Le indagini condotte dalla Squadra Investigativa e Operativa del Commissariato di Frattamaggiore hanno preso avvio dopo che un imprenditore, vittima di una richiesta estorsiva presso un cantiere in Arzano, ha trovato il coraggio di denunciare. Da quel momento, grazie anche all’incrocio con le informazioni fornite da Marra, è stato possibile disvelare una fitta rete di estorsioni che coinvolgeva attività commerciali in via Pecchia e su Corso D’Amato. In particolare, le indagini hanno documentato una pressione estorsiva costante e metodica, esercitata sul territorio attraverso minacce, intimidazioni e riscossioni forzate. I pagamenti estorsivi venivano richiesti con scadenze precise, spesso legate a ricorrenze religiose come Natale, Pasqua e Ferragosto, in un macabro calendario dell’obbligo criminale.
Gli arrestati – Salvatore Bussola, Antonio Lentino, Antonio Buono, Carlo Alborino e Raffaele Caiazza – sono stati ripresi in diverse occasioni mentre ricevevano materialmente le banconote dalle vittime. È stata inoltre ricostruita una vicenda estorsiva particolarmente grave ai danni di un imprenditore impegnato nella realizzazione di cellette e loculi presso il cimitero consortile dei comuni di Casoria, Arzano e Casavatore. Le intercettazioni ambientali e telefoniche hanno svelato la suddivisione dei proventi tra i membri del clan e la strategia di occultamento del denaro, affidato a soggetti esterni per evitare sequestri durante eventuali perquisizioni. Proprio a uno di questi soggetti è stato contestato il reato di ricettazione aggravata dalla finalità di agevolare l’organizzazione camorristica.

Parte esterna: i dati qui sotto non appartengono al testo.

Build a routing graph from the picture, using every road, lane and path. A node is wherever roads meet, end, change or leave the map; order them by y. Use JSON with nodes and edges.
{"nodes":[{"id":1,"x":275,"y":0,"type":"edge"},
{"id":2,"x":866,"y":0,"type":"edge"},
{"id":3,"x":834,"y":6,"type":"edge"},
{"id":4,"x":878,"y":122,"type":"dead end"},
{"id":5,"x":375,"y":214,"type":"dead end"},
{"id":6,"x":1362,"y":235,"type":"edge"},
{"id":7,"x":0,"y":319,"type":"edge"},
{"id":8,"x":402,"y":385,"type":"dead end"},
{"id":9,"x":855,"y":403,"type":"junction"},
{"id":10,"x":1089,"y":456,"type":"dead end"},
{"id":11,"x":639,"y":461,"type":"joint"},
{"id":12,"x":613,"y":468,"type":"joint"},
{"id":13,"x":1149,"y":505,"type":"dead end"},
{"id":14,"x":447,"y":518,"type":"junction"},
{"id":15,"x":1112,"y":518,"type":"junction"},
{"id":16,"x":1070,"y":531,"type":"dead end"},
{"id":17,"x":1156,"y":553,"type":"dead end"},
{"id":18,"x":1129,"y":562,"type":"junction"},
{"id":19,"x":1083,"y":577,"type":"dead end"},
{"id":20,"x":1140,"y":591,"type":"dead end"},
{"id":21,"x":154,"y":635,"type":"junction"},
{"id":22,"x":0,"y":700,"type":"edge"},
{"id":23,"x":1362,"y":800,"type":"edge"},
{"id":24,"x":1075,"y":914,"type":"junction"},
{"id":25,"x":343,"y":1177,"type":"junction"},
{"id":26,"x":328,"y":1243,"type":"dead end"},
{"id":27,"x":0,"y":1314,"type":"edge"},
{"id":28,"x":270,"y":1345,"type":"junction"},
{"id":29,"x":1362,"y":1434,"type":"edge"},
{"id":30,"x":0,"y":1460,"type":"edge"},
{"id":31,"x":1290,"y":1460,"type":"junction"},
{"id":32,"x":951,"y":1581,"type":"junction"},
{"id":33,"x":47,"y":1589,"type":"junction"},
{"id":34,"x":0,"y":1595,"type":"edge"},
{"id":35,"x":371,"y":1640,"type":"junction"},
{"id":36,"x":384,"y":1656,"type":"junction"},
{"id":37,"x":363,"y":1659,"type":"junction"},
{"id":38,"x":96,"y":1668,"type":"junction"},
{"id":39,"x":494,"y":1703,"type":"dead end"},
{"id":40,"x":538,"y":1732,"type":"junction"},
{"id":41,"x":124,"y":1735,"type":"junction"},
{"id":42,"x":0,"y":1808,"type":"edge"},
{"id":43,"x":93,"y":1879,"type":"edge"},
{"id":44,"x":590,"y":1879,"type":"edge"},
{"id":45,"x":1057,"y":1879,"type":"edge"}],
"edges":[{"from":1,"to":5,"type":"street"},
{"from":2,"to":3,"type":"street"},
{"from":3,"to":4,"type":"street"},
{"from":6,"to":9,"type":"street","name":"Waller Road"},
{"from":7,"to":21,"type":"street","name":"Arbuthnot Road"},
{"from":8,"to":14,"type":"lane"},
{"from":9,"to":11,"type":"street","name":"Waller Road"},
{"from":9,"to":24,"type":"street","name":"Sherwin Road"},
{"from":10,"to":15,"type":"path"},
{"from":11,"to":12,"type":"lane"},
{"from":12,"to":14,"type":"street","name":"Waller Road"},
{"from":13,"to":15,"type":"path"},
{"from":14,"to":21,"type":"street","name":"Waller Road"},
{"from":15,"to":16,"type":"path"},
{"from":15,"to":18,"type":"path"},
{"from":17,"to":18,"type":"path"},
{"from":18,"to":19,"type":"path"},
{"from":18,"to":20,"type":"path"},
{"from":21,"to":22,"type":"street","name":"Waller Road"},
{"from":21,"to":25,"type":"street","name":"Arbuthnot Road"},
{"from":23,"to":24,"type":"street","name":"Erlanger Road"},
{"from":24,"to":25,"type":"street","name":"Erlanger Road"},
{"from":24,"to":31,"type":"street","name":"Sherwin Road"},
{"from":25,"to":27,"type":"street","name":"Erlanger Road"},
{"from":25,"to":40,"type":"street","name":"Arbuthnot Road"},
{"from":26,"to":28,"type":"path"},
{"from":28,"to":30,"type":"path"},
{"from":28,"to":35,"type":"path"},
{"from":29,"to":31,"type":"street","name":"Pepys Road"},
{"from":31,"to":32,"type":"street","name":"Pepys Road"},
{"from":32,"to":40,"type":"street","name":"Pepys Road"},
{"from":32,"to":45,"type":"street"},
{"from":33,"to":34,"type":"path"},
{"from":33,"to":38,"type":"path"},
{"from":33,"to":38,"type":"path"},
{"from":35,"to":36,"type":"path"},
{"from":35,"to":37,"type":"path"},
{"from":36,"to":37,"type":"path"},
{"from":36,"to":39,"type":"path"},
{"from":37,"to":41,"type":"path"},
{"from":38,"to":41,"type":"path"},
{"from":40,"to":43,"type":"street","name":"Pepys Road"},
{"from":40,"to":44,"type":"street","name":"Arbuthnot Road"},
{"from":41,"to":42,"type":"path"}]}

Il blitz ha permesso non solo di colpire operativamente il clan con l’arresto dei principali esponenti della cellula operativa di Arzano, ma anche di lanciare un messaggio chiaro e netto al territorio: lo Stato c’è, è presente e può agire in modo incisivo contro chi vive di sopraffazione e violenza. Il contributo del collaboratore Marra e l’iniziativa coraggiosa dell’imprenditore che ha sporto denuncia rappresentano, in tal senso, due esempi fondamentali di rottura rispetto alla cultura dell’omertà che ha sempre favorito l’espansione delle mafie.
L’indagine resta tuttora aperta: gli inquirenti stanno approfondendo ulteriori riscontri investigativi e valutando possibili collegamenti con altri episodi criminali recenti nella zona nord di Napoli. La speranza è che questa operazione possa segnare l’inizio di una nuova fase di fiducia tra istituzioni e cittadini, in cui sempre più imprenditori e commercianti trovino la forza di denunciare le vessazioni criminali, mettendo fine a un sistema che per troppo tempo ha soffocato l’economia e la libertà di interi quartieri. Solo così sarà possibile immaginare un futuro diverso per Arzano, Frattamaggiore e per tutti i territori colpiti dalla morsa della camorra.